Last September, a regional investment bank discovered their €340,000 trading system outage wasn't caused by their shiny new infrastructure. The culprit was hiding three network hops away, inside their AS400 mainframe running payroll and settlement systems.
The bank's expensive IBM monitoring stack showed everything green. Their z/OS performance dashboards displayed healthy CPU usage. Their COBOL batch jobs completed within SLA windows. Yet traders couldn't access client portfolios, and settlement processing ground to a halt every Tuesday morning.
The Gateway Server Investigation
The breakthrough came from an unexpected source: socket analysis on their Linux gateway servers. These machines bridged the mainframe to their modern infrastructure, handling thousands of COBOL application requests daily.
Their systems administrator started examining /proc/net/tcp during the next Tuesday morning incident. What he found changed everything.
cat /proc/net/tcp | grep :1445 | wc -l
847
Port 1445 handled AS400 job queue communications. Normal connection counts never exceeded 200. During the outage window, socket states told the real story: hundreds of connections stuck in CLOSE_WAIT status, indicating the mainframe applications weren't properly closing database connections after batch processing.
Network Socket Patterns Expose Mainframe Bottlenecks
The team built monitoring around socket state transitions. They tracked connection lifecycle patterns between the Linux gateways and mainframe systems, focusing on three key metrics:
- Active connection counts per mainframe service port
- Socket state distribution ratios (ESTABLISHED vs CLOSEWAIT vs TIMEWAIT)
- Connection establishment rates versus cleanup rates
This approach revealed that COBOL batch jobs were creating connection leaks every time they processed large settlement files. The mainframe's internal monitoring couldn't see this because it only tracked CPU and memory usage, not network resource consumption.
File Descriptor Monitoring Catches Application Health Issues
Parallel monitoring of /proc/PID/fd on gateway processes provided the missing piece. The DB2 connection pool processes showed steadily climbing file descriptor counts during batch windows.
ls /proc/$(pgrep db2_bridge)/fd | wc -l
1847
Normal operations used around 200 file descriptors. The pattern was clear: each Tuesday's payroll run triggered a cascade of connection leaks that eventually starved the trading systems of database resources.
Implementation Results and Cost Analysis
The socket analysis methodology they developed caught the next incident 40 minutes before it impacted trading systems.
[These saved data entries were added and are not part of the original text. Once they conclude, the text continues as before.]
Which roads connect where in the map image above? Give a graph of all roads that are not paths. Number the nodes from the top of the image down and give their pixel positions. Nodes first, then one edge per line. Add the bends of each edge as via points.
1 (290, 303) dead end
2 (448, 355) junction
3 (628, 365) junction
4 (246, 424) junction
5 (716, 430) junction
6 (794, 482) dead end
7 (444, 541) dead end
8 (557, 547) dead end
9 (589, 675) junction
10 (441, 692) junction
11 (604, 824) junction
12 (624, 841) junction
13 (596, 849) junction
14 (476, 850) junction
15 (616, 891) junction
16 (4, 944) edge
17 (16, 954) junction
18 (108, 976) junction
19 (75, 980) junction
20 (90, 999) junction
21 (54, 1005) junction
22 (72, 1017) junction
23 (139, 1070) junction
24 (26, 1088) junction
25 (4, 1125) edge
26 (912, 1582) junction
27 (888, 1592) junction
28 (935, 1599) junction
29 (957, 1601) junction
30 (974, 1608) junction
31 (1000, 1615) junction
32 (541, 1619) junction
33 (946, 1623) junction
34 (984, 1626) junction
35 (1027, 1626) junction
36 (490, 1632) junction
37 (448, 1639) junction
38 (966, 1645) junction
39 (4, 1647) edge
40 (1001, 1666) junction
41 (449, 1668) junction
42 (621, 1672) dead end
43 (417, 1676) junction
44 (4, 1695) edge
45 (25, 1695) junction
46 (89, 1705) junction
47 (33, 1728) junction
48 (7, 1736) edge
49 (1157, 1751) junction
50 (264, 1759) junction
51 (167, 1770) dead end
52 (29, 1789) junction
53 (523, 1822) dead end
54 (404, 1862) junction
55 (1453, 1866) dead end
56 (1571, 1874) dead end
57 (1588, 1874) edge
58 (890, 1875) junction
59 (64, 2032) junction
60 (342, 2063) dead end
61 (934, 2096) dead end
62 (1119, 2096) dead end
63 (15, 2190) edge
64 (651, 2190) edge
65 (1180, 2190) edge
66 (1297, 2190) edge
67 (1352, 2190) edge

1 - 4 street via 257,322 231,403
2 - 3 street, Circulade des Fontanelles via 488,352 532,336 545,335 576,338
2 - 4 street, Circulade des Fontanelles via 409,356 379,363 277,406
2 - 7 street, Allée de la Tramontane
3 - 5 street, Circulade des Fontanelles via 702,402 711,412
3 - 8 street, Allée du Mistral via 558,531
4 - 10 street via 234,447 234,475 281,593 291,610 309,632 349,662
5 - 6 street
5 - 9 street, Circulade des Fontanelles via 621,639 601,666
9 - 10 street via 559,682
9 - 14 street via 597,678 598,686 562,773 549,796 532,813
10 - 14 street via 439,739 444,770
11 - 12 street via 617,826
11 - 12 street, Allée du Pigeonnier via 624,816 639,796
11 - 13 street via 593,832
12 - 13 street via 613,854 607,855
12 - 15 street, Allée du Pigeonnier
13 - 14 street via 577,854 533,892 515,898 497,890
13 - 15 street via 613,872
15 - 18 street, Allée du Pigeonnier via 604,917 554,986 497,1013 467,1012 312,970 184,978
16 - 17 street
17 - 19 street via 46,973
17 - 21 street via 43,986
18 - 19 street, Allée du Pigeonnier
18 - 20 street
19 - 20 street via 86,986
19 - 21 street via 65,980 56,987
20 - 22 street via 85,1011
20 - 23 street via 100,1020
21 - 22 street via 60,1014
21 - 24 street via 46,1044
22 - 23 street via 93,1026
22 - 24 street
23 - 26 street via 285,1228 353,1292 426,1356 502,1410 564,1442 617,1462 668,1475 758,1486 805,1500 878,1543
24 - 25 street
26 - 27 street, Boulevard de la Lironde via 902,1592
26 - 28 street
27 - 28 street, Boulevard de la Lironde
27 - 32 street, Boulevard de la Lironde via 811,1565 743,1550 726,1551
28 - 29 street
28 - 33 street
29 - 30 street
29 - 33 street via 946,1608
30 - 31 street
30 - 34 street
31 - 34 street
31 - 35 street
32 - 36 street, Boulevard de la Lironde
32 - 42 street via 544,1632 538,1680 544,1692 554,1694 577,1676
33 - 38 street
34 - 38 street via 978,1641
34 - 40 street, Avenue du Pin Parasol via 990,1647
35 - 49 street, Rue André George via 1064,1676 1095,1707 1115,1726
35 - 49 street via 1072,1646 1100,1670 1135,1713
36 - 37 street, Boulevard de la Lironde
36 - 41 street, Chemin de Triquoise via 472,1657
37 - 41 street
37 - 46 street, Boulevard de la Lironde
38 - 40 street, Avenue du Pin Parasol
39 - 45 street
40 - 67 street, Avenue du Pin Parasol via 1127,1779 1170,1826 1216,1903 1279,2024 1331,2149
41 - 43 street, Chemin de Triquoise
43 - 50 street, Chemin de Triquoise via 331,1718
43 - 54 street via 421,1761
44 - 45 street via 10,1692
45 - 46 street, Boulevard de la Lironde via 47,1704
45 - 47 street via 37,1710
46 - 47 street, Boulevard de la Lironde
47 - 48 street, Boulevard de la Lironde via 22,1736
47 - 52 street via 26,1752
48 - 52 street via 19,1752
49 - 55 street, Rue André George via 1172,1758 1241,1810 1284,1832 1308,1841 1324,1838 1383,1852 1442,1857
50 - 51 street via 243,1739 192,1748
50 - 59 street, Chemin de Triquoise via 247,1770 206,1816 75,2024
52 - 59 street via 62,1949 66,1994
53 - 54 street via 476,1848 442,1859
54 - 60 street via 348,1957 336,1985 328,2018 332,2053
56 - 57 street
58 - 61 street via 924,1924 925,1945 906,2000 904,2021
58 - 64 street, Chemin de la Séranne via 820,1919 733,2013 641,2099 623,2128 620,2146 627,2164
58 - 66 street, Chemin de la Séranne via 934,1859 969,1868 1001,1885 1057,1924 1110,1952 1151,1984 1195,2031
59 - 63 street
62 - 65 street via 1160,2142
Early detection allowed them to restart the gateway processes proactively, clearing the leaked connections.
More importantly, they identified the root cause: a COBOL subroutine wasn't properly releasing DB2 cursors after processing settlement batches larger than 50,000 records.
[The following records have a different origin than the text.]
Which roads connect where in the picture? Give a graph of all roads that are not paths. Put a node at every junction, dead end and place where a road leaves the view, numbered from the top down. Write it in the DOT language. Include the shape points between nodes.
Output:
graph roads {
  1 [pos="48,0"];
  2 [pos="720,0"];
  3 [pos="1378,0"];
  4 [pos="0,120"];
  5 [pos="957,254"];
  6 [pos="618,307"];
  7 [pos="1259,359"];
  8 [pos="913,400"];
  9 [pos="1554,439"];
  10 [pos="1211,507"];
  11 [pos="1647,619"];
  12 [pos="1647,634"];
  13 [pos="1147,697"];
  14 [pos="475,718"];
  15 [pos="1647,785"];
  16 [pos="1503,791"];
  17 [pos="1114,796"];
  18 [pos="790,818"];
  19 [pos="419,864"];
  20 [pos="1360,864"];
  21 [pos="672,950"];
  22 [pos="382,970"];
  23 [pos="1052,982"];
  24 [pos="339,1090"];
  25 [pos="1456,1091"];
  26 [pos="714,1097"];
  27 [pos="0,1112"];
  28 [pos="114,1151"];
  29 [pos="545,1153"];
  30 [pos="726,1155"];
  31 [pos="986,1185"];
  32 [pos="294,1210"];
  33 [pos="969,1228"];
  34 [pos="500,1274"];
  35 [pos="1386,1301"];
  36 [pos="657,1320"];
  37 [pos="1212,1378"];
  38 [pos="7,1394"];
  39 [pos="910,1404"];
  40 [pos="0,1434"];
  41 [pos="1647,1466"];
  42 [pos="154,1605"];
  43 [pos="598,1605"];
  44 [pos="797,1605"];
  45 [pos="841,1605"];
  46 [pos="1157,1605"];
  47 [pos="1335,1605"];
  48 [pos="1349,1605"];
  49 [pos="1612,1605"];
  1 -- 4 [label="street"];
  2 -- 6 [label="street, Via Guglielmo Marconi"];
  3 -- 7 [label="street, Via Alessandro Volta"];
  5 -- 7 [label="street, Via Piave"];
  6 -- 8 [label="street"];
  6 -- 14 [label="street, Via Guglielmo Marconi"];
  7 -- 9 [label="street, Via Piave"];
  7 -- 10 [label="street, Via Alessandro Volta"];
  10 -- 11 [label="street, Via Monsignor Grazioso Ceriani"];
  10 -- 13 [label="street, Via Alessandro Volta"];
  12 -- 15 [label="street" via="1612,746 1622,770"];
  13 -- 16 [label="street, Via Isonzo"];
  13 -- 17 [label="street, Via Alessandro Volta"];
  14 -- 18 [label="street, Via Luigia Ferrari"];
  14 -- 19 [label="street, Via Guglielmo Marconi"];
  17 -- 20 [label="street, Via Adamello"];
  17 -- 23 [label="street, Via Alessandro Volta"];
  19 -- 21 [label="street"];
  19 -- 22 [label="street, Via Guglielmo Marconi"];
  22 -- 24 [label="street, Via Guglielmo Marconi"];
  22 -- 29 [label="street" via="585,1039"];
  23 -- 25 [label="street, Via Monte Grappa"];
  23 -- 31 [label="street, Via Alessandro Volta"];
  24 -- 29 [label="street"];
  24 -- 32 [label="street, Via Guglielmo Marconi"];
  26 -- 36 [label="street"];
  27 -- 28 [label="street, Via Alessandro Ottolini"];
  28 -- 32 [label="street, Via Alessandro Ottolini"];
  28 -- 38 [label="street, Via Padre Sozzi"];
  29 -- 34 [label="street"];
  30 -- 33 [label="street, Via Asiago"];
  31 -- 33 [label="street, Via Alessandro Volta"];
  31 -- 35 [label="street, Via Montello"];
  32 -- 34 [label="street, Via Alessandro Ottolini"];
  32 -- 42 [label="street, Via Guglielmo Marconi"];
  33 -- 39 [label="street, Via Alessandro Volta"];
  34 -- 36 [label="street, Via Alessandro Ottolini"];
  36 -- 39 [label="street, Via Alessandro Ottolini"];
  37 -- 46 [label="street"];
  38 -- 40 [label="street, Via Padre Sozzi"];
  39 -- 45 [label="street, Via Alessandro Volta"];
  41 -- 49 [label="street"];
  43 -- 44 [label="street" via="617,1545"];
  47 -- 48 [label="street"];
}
Avoiding Proprietary Tool Costs
Previously, the bank had considered purchasing IBM's Tivoli monitoring extensions for mainframe application performance management, quoted at €180,000 annually. Their system-level COBOL monitoring approach using /proc filesystem analysis cost them nothing beyond internal development time.
The lightweight monitoring scripts consumed less than 2MB of memory per gateway server and produced more actionable alerts than their existing enterprise monitoring stack.
Scaling Across Multiple Mainframes
Success with the AS400 led them to apply similar techniques across their z/OS systems. They discovered that socket analysis could predict mainframe performance issues across different applications:
- CICS transaction processing showed connection buildup patterns 15 minutes before response time degradation
- IMS batch job socket behaviour indicated queue exhaustion before jobs started failing
- TSO user session socket states revealed security policy violations and resource hogging
The bank now monitors 12 mainframe systems through their Linux gateway infrastructure, catching performance issues before they cascade into business-critical failures. Their monitoring approach demonstrates how modern alerting can bridge legacy and contemporary infrastructure without requiring proprietary agents on the mainframes themselves.
Socket analysis transformed their incident response from reactive firefighting to proactive prevention. Tuesday morning settlement processing now completes without affecting trading systems, and their mainframe performance visibility rivals what they achieved on modern Linux infrastructure.
This approach to infrastructure monitoring proves that understanding network behaviour often reveals more about application health than traditional performance metrics. When vendor monitoring tools show green but users experience problems, the answers frequently hide in the network layer that connects your systems.
FAQ
Can this socket analysis approach work with other mainframe vendors besides IBM?
Yes, the technique works with any mainframe system that communicates through TCP connections. We've seen similar success with Unisys and Fujitsu mainframes, as long as you have Linux gateway servers handling the network communication.
How much overhead does continuous /proc monitoring add to gateway servers?
The monitoring scripts consume less than 2MB of memory and negligible CPU resources. The bash-based approach outlined in the Linux Foundation's proc documentation is far more efficient than agent-based solutions.
What's the minimum connection volume needed to make socket pattern analysis effective?
You need at least 50-100 concurrent connections to establish meaningful baselines. Below that threshold, connection state changes become too sporadic to identify clear patterns indicating application problems.